12 years, if you’re 12, is just a short while. Life is just beginning. You’re just starting to experience real life. But 12 years, if you’re sick, can be an eternity. Every day stretches on and on without relief and, though you’re alive, you never really live at all.

In Mark 5 beginning in verse 21, we are first made aware of a little girl. She’s 12. She’s dying. Before she’s ever had a chance to really live, she’s on death’s door. Her father, Jairus, is convinced that Jesus can solve this problem.

While Jesus and his followers are on their way to see to the little girl, we meet another girl. A woman. She’s been sick for 12 years. Since the time the little girl’s life began, this woman’s has been miserable. She’s suffered at the hands of doctors to no avail. While the little girl’s life was beginning, the woman’s life was literally draining out of her.

But, like Jairus, this woman knew that Jesus was the answer. If only she could get close enough to touch him, her days of suffering would be over.

I believe that, in the moment the woman touched the hem of Jesus’ garment, the little girl died. One life was restored while the other was destroyed.

When Jesus felt the healing power leave him, he didn’t have to stop. The woman already knew that she’d been healed. I like to think that this was Jesus showing off a little. He made a point, while being crushed by a crowd, to single out the one person who’d touched him with enough faith to draw the power from him.

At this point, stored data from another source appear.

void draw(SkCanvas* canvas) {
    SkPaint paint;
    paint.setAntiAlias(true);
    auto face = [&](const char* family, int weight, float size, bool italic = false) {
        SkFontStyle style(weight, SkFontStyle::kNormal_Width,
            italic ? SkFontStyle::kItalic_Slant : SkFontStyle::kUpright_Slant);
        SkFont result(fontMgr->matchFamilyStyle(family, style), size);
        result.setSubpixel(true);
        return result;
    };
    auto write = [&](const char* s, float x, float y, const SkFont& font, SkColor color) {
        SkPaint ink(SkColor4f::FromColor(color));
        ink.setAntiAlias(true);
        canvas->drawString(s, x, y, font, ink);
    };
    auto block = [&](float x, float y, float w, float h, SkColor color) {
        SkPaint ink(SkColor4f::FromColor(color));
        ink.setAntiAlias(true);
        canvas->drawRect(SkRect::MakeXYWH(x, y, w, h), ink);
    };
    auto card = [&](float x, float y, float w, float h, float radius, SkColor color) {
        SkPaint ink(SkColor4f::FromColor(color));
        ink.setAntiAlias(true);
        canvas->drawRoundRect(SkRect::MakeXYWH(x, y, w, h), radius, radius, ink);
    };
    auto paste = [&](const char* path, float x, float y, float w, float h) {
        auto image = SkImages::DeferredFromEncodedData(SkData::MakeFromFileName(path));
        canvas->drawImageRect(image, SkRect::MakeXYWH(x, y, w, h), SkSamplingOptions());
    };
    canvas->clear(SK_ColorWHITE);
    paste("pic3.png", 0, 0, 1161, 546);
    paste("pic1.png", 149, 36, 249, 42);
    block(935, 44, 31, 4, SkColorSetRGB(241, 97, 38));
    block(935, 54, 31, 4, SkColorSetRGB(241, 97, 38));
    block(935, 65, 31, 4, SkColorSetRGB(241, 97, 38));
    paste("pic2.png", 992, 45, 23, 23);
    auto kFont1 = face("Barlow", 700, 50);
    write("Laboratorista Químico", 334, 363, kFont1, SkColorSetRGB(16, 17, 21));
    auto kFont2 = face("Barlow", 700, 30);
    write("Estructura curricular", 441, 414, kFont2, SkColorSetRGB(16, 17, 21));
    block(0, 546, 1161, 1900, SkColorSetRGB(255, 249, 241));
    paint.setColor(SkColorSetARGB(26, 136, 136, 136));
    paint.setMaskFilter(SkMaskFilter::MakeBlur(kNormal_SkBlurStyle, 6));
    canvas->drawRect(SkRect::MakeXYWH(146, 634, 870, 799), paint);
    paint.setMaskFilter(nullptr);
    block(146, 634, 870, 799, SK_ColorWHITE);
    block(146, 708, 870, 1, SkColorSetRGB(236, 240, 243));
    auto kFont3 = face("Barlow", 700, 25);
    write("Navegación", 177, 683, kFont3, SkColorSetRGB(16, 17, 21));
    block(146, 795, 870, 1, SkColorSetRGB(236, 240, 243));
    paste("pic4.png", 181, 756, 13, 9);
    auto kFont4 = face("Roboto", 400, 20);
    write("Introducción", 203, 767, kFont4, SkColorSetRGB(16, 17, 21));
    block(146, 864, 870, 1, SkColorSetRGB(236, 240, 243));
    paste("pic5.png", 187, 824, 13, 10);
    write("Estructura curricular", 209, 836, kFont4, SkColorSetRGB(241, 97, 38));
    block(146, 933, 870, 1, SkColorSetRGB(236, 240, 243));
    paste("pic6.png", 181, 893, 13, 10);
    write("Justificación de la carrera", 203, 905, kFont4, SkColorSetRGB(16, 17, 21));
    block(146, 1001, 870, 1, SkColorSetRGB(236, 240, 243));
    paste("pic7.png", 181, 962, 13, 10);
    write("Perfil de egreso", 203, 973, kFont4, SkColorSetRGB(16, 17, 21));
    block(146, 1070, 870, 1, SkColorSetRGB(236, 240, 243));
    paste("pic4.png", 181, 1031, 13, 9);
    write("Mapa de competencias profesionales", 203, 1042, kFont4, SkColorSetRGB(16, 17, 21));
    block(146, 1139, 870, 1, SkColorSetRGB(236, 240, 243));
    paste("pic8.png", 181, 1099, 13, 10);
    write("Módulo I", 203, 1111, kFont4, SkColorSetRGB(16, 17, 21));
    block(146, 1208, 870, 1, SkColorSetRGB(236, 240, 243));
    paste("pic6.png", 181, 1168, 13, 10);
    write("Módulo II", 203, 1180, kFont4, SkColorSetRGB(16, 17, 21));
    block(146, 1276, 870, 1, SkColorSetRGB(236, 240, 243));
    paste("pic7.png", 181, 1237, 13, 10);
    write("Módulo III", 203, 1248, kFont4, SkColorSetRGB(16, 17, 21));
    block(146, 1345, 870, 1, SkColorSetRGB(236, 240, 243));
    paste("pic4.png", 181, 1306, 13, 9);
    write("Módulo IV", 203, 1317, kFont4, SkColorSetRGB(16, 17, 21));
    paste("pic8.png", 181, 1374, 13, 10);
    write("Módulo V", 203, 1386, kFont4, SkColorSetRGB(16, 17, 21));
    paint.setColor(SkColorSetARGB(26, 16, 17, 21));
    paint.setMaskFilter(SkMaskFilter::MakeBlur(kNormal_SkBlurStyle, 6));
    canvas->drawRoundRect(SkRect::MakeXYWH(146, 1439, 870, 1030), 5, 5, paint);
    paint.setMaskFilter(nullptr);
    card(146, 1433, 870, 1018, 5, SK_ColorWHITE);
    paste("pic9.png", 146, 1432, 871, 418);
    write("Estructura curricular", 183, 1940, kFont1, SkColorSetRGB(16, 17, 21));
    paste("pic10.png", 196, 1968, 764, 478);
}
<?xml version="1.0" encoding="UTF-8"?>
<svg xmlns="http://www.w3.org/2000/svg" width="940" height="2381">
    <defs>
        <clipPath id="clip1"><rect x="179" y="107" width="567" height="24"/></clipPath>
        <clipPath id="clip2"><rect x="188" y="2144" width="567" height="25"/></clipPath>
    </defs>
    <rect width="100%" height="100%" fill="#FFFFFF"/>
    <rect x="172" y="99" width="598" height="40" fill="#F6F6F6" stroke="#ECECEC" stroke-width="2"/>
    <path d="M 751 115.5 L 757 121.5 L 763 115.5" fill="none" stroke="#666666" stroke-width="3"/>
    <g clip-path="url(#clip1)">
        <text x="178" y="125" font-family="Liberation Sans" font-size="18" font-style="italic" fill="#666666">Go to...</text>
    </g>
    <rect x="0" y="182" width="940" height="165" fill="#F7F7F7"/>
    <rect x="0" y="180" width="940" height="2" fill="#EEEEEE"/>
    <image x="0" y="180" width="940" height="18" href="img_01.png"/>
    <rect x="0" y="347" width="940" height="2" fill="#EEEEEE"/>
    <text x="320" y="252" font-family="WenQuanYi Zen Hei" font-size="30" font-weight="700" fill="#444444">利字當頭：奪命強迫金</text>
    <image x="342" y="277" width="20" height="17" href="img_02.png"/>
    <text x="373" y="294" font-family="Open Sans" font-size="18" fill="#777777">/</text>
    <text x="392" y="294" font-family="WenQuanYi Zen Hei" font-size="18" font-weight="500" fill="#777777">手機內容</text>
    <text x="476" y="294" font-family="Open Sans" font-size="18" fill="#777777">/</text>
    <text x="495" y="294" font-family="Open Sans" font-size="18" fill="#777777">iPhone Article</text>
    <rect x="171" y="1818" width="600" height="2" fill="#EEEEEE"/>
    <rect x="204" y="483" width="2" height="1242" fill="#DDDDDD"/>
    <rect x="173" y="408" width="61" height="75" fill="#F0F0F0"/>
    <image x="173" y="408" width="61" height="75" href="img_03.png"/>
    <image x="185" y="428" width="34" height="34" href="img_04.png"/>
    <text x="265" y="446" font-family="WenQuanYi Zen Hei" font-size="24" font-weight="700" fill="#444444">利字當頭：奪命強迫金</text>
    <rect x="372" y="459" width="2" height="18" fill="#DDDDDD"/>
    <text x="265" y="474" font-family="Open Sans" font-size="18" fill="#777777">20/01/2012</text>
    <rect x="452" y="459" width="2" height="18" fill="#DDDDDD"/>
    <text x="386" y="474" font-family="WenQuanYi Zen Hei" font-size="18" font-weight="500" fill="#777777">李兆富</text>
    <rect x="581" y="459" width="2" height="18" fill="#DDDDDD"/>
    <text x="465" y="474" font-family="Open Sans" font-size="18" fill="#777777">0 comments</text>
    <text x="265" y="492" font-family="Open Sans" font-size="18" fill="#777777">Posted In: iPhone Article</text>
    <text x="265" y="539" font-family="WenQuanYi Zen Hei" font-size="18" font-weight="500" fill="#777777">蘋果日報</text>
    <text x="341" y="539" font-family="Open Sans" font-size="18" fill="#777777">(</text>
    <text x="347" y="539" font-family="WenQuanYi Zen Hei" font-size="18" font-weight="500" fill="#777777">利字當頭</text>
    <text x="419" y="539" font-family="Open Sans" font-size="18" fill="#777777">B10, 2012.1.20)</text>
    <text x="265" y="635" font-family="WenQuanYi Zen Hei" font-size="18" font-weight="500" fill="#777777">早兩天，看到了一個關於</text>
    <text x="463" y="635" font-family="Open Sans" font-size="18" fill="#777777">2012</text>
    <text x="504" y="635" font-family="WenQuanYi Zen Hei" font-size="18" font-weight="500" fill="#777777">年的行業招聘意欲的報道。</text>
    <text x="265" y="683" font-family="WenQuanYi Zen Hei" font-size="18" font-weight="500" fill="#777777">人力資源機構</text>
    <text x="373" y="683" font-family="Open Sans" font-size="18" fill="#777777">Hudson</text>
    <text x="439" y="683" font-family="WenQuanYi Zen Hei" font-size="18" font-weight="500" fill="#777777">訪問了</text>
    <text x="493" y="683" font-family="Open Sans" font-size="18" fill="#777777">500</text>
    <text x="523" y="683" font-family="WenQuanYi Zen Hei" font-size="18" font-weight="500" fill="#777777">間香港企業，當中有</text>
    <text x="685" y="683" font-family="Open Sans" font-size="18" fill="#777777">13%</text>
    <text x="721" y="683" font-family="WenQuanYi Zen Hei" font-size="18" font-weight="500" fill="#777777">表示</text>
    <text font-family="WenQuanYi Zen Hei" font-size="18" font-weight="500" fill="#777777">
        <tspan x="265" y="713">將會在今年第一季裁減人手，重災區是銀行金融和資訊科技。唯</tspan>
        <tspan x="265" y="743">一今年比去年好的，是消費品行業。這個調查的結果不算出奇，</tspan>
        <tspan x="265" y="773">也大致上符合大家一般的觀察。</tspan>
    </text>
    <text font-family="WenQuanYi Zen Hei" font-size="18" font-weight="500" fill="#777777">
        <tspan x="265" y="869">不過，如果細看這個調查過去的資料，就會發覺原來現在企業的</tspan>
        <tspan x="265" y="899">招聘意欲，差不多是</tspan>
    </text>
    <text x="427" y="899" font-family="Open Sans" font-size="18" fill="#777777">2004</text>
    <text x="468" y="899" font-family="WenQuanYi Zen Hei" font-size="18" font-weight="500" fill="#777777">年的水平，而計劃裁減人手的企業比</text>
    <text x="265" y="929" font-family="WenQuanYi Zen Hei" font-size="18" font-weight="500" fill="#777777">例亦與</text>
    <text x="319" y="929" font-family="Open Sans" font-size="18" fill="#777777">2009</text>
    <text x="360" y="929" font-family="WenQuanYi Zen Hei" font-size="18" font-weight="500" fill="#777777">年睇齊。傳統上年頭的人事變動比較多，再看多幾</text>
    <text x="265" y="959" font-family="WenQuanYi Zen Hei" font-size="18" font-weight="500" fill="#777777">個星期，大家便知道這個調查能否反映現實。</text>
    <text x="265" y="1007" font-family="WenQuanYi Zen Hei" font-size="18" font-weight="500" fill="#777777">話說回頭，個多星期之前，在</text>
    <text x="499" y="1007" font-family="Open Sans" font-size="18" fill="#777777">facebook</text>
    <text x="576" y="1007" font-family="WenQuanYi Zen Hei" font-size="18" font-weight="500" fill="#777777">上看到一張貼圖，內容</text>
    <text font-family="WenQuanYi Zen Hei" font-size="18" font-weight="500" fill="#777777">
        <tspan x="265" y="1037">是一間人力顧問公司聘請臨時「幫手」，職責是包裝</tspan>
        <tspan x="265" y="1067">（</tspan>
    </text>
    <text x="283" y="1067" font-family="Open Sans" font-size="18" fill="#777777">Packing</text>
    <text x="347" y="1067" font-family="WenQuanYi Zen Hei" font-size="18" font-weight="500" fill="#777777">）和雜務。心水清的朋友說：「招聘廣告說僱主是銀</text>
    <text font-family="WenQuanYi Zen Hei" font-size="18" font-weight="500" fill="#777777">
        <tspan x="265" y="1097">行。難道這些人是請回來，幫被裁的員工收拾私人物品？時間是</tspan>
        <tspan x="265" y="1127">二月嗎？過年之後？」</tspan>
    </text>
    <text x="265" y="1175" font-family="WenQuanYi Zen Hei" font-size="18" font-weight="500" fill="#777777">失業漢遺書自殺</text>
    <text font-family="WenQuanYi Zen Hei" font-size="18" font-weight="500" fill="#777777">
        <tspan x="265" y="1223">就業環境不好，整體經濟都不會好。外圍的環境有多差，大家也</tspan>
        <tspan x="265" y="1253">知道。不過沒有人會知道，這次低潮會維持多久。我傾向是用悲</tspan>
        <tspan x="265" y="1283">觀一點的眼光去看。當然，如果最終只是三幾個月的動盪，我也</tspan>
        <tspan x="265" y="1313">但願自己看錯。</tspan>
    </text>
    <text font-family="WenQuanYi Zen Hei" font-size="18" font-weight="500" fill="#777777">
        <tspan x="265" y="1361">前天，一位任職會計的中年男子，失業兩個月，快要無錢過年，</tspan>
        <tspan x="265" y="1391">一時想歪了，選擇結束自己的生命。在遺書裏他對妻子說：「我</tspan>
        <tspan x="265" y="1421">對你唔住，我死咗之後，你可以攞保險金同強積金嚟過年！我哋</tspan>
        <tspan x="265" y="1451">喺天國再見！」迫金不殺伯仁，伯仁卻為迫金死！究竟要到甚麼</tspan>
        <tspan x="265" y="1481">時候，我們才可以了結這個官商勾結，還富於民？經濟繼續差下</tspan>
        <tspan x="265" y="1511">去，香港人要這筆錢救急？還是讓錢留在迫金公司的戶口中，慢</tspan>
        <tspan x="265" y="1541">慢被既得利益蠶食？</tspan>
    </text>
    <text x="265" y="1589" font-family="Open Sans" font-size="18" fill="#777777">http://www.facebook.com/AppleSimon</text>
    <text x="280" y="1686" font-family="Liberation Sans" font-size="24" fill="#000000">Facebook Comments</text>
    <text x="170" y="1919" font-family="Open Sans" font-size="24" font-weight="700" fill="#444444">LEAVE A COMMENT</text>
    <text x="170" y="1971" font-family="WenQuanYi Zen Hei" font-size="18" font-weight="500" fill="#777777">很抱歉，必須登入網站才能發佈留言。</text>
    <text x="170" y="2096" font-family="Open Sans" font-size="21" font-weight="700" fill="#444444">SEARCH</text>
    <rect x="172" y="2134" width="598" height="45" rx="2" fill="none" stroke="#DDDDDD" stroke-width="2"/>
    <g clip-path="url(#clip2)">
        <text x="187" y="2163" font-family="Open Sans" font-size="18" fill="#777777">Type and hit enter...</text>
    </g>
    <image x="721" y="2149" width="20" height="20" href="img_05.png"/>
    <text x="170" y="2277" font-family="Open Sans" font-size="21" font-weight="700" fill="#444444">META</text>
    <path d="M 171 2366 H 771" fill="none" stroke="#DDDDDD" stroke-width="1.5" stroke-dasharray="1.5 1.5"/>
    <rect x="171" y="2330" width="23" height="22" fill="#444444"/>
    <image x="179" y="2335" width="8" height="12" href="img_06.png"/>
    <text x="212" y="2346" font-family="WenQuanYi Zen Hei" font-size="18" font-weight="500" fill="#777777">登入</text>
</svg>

Side note: When you approach Jesus, do you just bump up against him like the rest of the crowd or do you go after him, like the woman, intent on pursuing him until you get what you need?

The woman presented herself to Jesus and he announces to the crowd—remember, she already knew she was healed—that this woman’s faith has made her well. Jesus made sure that everyone had stopped and was listening. They all heard his announcement that the woman’s faith had made her well.

When Jesus got to the house, he booted out everyone who had no faith. This left himself, the girl’s parents, and three disciples—considering this man went around healing people all the time, the faith of the crowd was weak.

At Jesus’ word, what had died the moment the woman with the issue of blood was healed, was revived. The little girl got up and walked around.

We would understand the gravity of what Jesus accomplished if we didn’t know how long the woman suffered from her illness or how old the little girl was at the time of her first death. So why is 12 so important?

Jesus’ first recorded words were taken when he was 12 years old. There were 12 tribes in Israel, 12 disciples chosen by Jesus. The number is referred to 187 times in the Bible. So what does it mean?

12 is considered a perfect number symbolising God’s authority. It’s a picture of completeness or perfection as well as the authority given to man by God.

Jesus showed the fullness of his authority by healing a woman who’d been living with illness for 12 years and by raising to life a girl who died after only 12 years. He proved to be the God of the living as well as the God of the dead. It was a display of perfect, complete authority. The same authority he gave to us.